1. I don't bullshit. Feel free to go look in the Cinebench R23 thread (the closed one) for the results and proof I own a 10980XE (Link to buying one).
2. I don't own a prebuilt. I recently (a few weeks ago, pre Zen3) bought this chip. I couldn't find it for MONTHS prior to that time. In fact I forgot about it. Anyway, I got it for a good deal, and will cost me a pittance once the other chip sells. If I didn't get the deal, I would have stuck with what I had (a 16c/32t 7960X) for longer. In other words... Why would I 'upgrade' to Zen3 from my CPU today/upon Zen3 release? The performance difference is nill. Timing is everything! Had the timing been today, I would have a tough decision to make, no doubt (all money matters the same)! I'll quote exactly what I said again... you extracted context that simply wasn't there. Tell me, now that you've seen my quote, again.... how many people do you think would bail on a 10980XE they just bought a few weeks ago and is the 'latest and greatest' on that side for a 5950X? Not many at all. THAT, dear boy, is why I wouldn't buy Zen3 for the next couple of years. For the record, one of my children's PC rocks a Ryzen...Zen2. That machine has a 5700XT in it (what were you making up about me not owning an AMD GPU?). The Zen 1 rig would happily like a Zen3. The Zen2, MEH.
2a. Again, timing is everything... so is reading for comprehension instead of plucking out context that wasn't there. :)
3. Pricing...see below.
5950x ($750) / 3950x ($750) - Same (3950x = ~6 months later)
5900X ($550) / 3900X ($499) - Higher
5800X ($450) / 3800x ($399) - Higher
5600X ($299) / 3700x ($330) - Lower
I wish your perspective on pricing others have (and hope you do too) for Nvidia GPUs...they are the 'best at everything' (sans power use - and now 'tied' as the best, lol), prices dropped significantly and you are getting gobs more performance at a lower price than the previous generation card (yes, Turing was inflated, it is what it is).
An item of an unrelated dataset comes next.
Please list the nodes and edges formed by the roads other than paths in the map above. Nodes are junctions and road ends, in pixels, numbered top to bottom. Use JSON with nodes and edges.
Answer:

I just went over this in another thread, in fact.
That said, I do agree with your sentiment that AMD doesn't need to be cheaper now and people shouldn't expect it. I'm not saying there are out line, I simply said they cost more now... and at the moment, half of its product stack does... one is the same. Only one is the price lower.
EDIT: That said, let's see how these 6000 series GPUs shake out, eh? Can't say I need an upgrade from a 3080... but surely these are going to be really good cards using less power and priced a bit lower. And for those who can't get over the vRAM issue or mods their games to necessitating more, they have it at the ready. Here is to hoping the drivers continue the recent hot streak. :)
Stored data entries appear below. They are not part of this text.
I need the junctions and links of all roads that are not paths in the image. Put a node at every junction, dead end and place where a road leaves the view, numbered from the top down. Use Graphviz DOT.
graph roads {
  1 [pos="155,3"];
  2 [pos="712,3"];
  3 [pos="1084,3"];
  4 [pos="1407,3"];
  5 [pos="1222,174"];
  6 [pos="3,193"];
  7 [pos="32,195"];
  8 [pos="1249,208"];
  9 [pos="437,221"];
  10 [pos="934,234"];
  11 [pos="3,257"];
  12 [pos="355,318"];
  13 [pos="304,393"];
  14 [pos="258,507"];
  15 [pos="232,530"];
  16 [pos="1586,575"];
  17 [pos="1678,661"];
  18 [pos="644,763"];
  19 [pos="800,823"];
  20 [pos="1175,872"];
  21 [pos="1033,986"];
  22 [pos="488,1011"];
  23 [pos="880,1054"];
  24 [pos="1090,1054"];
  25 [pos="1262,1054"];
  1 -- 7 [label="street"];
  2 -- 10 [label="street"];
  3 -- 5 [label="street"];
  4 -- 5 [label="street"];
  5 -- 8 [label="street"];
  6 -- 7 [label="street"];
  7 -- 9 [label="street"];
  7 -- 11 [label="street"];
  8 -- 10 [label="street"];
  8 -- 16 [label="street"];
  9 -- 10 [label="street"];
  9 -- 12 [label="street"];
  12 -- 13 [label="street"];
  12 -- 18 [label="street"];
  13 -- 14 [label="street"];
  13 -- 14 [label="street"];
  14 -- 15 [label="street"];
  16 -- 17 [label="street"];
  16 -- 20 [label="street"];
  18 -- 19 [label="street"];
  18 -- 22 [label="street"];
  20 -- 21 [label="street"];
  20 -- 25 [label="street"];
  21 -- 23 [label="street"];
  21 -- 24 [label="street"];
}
2. Your comment is agreeing 100% with my point: AMD CPU+GPU creates a closed ecosystem allowing optimization (hence smart access memory) Console are hungry for fps (without going into a long talk consoles are gamingpcs inferior when it comes to raw power)
3. Yes envious. This is why Intel is trying their best to develop a discret gpu themselves and why nvidia what to buy arm. If they did not see the benefit that AMD right now have, then they would not do these astronomical investments (they arnt just thinking: cool lets run a cpu bussiness parallel to our gpu bussiness.)
4. I want to see benchmarks too; but that does not alter the result or motivation behind. Anything that boost the performance is welcome
And thinks maybe team green might have leaked the so called bench mark?